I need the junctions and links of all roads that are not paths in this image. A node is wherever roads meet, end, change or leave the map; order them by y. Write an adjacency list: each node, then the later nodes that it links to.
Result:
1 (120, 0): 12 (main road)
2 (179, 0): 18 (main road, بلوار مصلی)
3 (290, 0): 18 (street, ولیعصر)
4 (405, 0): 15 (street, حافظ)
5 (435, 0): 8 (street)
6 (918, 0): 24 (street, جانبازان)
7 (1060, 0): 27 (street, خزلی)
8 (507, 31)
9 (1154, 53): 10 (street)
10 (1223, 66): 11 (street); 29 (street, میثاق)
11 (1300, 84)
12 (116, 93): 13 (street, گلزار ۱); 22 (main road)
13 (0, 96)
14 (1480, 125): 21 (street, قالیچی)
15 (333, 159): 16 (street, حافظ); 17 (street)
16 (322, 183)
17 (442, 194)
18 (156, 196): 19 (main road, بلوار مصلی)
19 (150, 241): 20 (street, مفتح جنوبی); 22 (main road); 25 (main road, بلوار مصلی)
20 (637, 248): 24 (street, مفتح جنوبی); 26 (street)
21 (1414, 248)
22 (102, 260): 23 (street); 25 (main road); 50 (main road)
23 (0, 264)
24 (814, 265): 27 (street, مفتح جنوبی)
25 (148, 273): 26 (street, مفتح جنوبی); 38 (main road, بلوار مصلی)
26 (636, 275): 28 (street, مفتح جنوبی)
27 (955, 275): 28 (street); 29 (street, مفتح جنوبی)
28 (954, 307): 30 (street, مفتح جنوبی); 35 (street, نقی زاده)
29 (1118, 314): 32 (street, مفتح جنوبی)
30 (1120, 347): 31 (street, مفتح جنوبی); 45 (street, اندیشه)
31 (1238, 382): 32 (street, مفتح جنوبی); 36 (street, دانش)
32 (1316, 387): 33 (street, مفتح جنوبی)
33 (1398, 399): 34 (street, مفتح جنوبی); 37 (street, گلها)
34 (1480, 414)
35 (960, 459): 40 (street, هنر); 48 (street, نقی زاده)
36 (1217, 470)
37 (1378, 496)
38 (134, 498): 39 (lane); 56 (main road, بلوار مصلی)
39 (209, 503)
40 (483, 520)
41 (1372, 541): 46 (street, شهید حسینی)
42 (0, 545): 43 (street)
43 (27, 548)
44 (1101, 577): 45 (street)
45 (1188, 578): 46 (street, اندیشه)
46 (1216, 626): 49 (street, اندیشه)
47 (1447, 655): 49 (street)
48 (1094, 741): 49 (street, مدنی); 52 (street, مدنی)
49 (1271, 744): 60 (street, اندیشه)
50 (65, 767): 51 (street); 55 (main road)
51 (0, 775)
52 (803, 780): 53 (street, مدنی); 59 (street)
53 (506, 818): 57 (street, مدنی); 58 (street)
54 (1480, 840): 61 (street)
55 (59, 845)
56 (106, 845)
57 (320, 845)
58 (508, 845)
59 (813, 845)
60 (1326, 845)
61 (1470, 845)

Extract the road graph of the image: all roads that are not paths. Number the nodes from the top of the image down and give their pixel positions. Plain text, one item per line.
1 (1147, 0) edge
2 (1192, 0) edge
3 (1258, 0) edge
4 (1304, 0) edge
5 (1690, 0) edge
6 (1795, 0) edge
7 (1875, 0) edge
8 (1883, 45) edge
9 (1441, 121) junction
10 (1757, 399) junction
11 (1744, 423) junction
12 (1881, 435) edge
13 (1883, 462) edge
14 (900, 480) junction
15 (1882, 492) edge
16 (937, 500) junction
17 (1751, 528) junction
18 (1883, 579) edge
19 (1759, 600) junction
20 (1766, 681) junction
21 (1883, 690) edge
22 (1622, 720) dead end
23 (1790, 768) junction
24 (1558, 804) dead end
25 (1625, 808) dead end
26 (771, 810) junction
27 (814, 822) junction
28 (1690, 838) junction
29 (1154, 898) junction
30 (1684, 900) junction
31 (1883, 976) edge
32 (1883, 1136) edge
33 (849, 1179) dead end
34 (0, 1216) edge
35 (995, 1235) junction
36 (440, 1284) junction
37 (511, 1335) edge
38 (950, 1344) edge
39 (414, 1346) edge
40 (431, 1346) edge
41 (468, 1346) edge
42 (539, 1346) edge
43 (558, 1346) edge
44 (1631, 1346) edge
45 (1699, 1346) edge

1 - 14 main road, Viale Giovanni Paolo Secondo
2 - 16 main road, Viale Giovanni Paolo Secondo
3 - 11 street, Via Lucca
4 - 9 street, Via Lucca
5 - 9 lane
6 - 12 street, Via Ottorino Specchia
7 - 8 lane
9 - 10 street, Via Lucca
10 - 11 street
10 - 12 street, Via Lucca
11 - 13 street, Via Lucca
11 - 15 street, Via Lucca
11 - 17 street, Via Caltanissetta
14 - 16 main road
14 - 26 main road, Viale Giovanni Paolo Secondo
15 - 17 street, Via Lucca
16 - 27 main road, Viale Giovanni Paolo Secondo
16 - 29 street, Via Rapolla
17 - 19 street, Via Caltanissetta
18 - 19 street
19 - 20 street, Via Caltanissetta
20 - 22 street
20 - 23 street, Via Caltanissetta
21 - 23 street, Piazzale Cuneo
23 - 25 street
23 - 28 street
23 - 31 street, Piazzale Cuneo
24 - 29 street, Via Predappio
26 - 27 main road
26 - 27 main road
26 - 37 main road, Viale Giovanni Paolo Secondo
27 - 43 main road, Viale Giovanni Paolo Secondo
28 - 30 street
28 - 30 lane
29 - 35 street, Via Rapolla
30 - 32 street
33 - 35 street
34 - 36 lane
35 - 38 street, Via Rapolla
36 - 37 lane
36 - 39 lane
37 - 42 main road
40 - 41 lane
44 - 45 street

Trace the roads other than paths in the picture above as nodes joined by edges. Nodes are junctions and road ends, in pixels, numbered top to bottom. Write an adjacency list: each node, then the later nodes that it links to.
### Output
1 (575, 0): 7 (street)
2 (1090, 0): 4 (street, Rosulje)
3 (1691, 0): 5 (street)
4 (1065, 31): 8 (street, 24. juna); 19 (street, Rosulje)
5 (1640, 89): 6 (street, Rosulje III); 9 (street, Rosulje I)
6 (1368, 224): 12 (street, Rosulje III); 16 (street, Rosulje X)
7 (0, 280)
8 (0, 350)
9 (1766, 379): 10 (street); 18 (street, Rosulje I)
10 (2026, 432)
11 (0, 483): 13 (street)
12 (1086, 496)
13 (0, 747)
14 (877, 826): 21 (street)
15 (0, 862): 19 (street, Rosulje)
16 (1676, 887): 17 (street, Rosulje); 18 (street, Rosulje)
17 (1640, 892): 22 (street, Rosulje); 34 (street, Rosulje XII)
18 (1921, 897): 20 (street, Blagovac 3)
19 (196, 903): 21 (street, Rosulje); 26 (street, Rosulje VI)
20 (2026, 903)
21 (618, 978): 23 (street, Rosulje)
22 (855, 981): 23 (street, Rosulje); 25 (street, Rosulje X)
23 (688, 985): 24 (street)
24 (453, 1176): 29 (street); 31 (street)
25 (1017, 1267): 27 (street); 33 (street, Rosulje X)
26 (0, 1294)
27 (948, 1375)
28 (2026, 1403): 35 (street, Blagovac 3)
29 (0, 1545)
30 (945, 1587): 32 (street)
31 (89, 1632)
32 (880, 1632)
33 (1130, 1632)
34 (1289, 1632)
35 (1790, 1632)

☆ ☆ ☆ ☆

**Work request**. Each line of the material above needs to be quoted exactly, please.

**Answer below**.
I need the junctions and links of all roads that are not paths in this image. A node is wherever roads meet, end, change or leave the map; order them by y. Write an adjacency list: each node, then the later nodes that it links to.
Result:
1 (120, 0): 12 (main road)
2 (179, 0): 18 (main road, بلوار مصلی)
3 (290, 0): 18 (street, ولیعصر)
4 (405, 0): 15 (street, حافظ)
5 (435, 0): 8 (street)
6 (918, 0): 24 (street, جانبازان)
7 (1060, 0): 27 (street, خزلی)
8 (507, 31)
9 (1154, 53): 10 (street)
10 (1223, 66): 11 (street); 29 (street, میثاق)
11 (1300, 84)
12 (116, 93): 13 (street, گلزار ۱); 22 (main road)
13 (0, 96)
14 (1480, 125): 21 (street, قالیچی)
15 (333, 159): 16 (street, حافظ); 17 (street)
16 (322, 183)
17 (442, 194)
18 (156, 196): 19 (main road, بلوار مصلی)
19 (150, 241): 20 (street, مفتح جنوبی); 22 (main road); 25 (main road, بلوار مصلی)
20 (637, 248): 24 (street, مفتح جنوبی); 26 (street)
21 (1414, 248)
22 (102, 260): 23 (street); 25 (main road); 50 (main road)
23 (0, 264)
24 (814, 265): 27 (street, مفتح جنوبی)
25 (148, 273): 26 (street, مفتح جنوبی); 38 (main road, بلوار مصلی)
26 (636, 275): 28 (street, مفتح جنوبی)
27 (955, 275): 28 (street); 29 (street, مفتح جنوبی)
28 (954, 307): 30 (street, مفتح جنوبی); 35 (street, نقی زاده)
29 (1118, 314): 32 (street, مفتح جنوبی)
30 (1120, 347): 31 (street, مفتح جنوبی); 45 (street, اندیشه)
31 (1238, 382): 32 (street, مفتح جنوبی); 36 (street, دانش)
32 (1316, 387): 33 (street, مفتح جنوبی)
33 (1398, 399): 34 (street, مفتح جنوبی); 37 (street, گلها)
34 (1480, 414)
35 (960, 459): 40 (street, هنر); 48 (street, نقی زاده)
36 (1217, 470)
37 (1378, 496)
38 (134, 498): 39 (lane); 56 (main road, بلوار مصلی)
39 (209, 503)
40 (483, 520)
41 (1372, 541): 46 (street, شهید حسینی)
42 (0, 545): 43 (street)
43 (27, 548)
44 (1101, 577): 45 (street)
45 (1188, 578): 46 (street, اندیشه)
46 (1216, 626): 49 (street, اندیشه)
47 (1447, 655): 49 (street)
48 (1094, 741): 49 (street, مدنی); 52 (street, مدنی)
49 (1271, 744): 60 (street, اندیشه)
50 (65, 767): 51 (street); 55 (main road)
51 (0, 775)
52 (803, 780): 53 (street, مدنی); 59 (street)
53 (506, 818): 57 (street, مدنی); 58 (street)
54 (1480, 840): 61 (street)
55 (59, 845)
56 (106, 845)
57 (320, 845)
58 (508, 845)
59 (813, 845)
60 (1326, 845)
61 (1470, 845)

Extract the road graph of the image: all roads that are not paths. Number the nodes from the top of the image down and give their pixel positions. Plain text, one item per line.
1 (1147, 0) edge
2 (1192, 0) edge
3 (1258, 0) edge
4 (1304, 0) edge
5 (1690, 0) edge
6 (1795, 0) edge
7 (1875, 0) edge
8 (1883, 45) edge
9 (1441, 121) junction
10 (1757, 399) junction
11 (1744, 423) junction
12 (1881, 435) edge
13 (1883, 462) edge
14 (900, 480) junction
15 (1882, 492) edge
16 (937, 500) junction
17 (1751, 528) junction
18 (1883, 579) edge
19 (1759, 600) junction
20 (1766, 681) junction
21 (1883, 690) edge
22 (1622, 720) dead end
23 (1790, 768) junction
24 (1558, 804) dead end
25 (1625, 808) dead end
26 (771, 810) junction
27 (814, 822) junction
28 (1690, 838) junction
29 (1154, 898) junction
30 (1684, 900) junction
31 (1883, 976) edge
32 (1883, 1136) edge
33 (849, 1179) dead end
34 (0, 1216) edge
35 (995, 1235) junction
36 (440, 1284) junction
37 (511, 1335) edge
38 (950, 1344) edge
39 (414, 1346) edge
40 (431, 1346) edge
41 (468, 1346) edge
42 (539, 1346) edge
43 (558, 1346) edge
44 (1631, 1346) edge
45 (1699, 1346) edge

1 - 14 main road, Viale Giovanni Paolo Secondo
2 - 16 main road, Viale Giovanni Paolo Secondo
3 - 11 street, Via Lucca
4 - 9 street, Via Lucca
5 - 9 lane
6 - 12 street, Via Ottorino Specchia
7 - 8 lane
9 - 10 street, Via Lucca
10 - 11 street
10 - 12 street, Via Lucca
11 - 13 street, Via Lucca
11 - 15 street, Via Lucca
11 - 17 street, Via Caltanissetta
14 - 16 main road
14 - 26 main road, Viale Giovanni Paolo Secondo
15 - 17 street, Via Lucca
16 - 27 main road, Viale Giovanni Paolo Secondo
16 - 29 street, Via Rapolla
17 - 19 street, Via Caltanissetta
18 - 19 street
19 - 20 street, Via Caltanissetta
20 - 22 street
20 - 23 street, Via Caltanissetta
21 - 23 street, Piazzale Cuneo
23 - 25 street
23 - 28 street
23 - 31 street, Piazzale Cuneo
24 - 29 street, Via Predappio
26 - 27 main road
26 - 27 main road
26 - 37 main road, Viale Giovanni Paolo Secondo
27 - 43 main road, Viale Giovanni Paolo Secondo
28 - 30 street
28 - 30 lane
29 - 35 street, Via Rapolla
30 - 32 street
33 - 35 street
34 - 36 lane
35 - 38 street, Via Rapolla
36 - 37 lane
36 - 39 lane
37 - 42 main road
40 - 41 lane
44 - 45 street

Trace the roads other than paths in the picture above as nodes joined by edges. Nodes are junctions and road ends, in pixels, numbered top to bottom. Write an adjacency list: each node, then the later nodes that it links to.
### Output
1 (575, 0): 7 (street)
2 (1090, 0): 4 (street, Rosulje)
3 (1691, 0): 5 (street)
4 (1065, 31): 8 (street, 24. juna); 19 (street, Rosulje)
5 (1640, 89): 6 (street, Rosulje III); 9 (street, Rosulje I)
6 (1368, 224): 12 (street, Rosulje III); 16 (street, Rosulje X)
7 (0, 280)
8 (0, 350)
9 (1766, 379): 10 (street); 18 (street, Rosulje I)
10 (2026, 432)
11 (0, 483): 13 (street)
12 (1086, 496)
13 (0, 747)
14 (877, 826): 21 (street)
15 (0, 862): 19 (street, Rosulje)
16 (1676, 887): 17 (street, Rosulje); 18 (street, Rosulje)
17 (1640, 892): 22 (street, Rosulje); 34 (street, Rosulje XII)
18 (1921, 897): 20 (street, Blagovac 3)
19 (196, 903): 21 (street, Rosulje); 26 (street, Rosulje VI)
20 (2026, 903)
21 (618, 978): 23 (street, Rosulje)
22 (855, 981): 23 (street, Rosulje); 25 (street, Rosulje X)
23 (688, 985): 24 (street)
24 (453, 1176): 29 (street); 31 (street)
25 (1017, 1267): 27 (street); 33 (street, Rosulje X)
26 (0, 1294)
27 (948, 1375)
28 (2026, 1403): 35 (street, Blagovac 3)
29 (0, 1545)
30 (945, 1587): 32 (street)
31 (89, 1632)
32 (880, 1632)
33 (1130, 1632)
34 (1289, 1632)
35 (1790, 1632)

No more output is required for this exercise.